## Try it
Every entry that follows is to be set down exactly, with its pictures omitted.

## Records shown
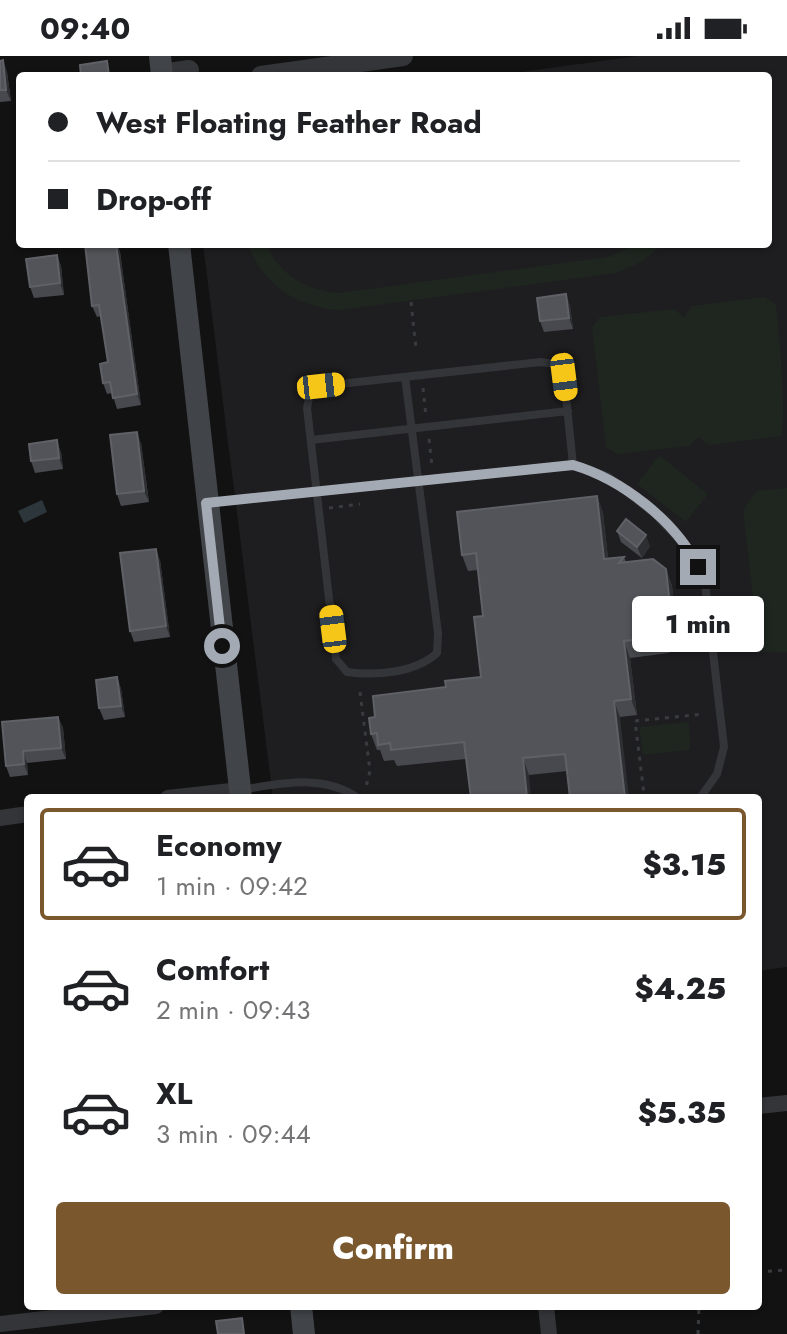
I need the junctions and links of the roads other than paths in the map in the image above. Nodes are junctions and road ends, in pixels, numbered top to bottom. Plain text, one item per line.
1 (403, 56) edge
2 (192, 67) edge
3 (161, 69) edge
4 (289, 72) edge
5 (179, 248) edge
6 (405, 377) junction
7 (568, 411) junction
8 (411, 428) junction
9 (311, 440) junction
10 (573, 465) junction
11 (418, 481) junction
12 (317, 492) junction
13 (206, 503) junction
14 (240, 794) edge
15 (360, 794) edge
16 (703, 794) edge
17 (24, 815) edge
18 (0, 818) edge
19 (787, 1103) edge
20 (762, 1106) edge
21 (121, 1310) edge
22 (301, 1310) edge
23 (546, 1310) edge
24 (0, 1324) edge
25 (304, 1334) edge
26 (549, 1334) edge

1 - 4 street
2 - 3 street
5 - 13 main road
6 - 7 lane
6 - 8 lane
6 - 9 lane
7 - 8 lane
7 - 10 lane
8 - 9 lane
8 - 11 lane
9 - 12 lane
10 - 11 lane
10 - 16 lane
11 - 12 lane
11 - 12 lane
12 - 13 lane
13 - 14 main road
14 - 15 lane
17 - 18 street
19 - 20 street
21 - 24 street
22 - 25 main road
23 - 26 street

## Response to the task
I need the junctions and links of the roads other than paths in the map in the image above. Nodes are junctions and road ends, in pixels, numbered top to bottom. Plain text, one item per line.
1 (403, 56) edge
2 (192, 67) edge
3 (161, 69) edge
4 (289, 72) edge
5 (179, 248) edge
6 (405, 377) junction
7 (568, 411) junction
8 (411, 428) junction
9 (311, 440) junction
10 (573, 465) junction
11 (418, 481) junction
12 (317, 492) junction
13 (206, 503) junction
14 (240, 794) edge
15 (360, 794) edge
16 (703, 794) edge
17 (24, 815) edge
18 (0, 818) edge
19 (787, 1103) edge
20 (762, 1106) edge
21 (121, 1310) edge
22 (301, 1310) edge
23 (546, 1310) edge
24 (0, 1324) edge
25 (304, 1334) edge
26 (549, 1334) edge

1 - 4 street
2 - 3 street
5 - 13 main road
6 - 7 lane
6 - 8 lane
6 - 9 lane
7 - 8 lane
7 - 10 lane
8 - 9 lane
8 - 11 lane
9 - 12 lane
10 - 11 lane
10 - 16 lane
11 - 12 lane
11 - 12 lane
12 - 13 lane
13 - 14 main road
14 - 15 lane
17 - 18 street
19 - 20 street
21 - 24 street
22 - 25 main road
23 - 26 street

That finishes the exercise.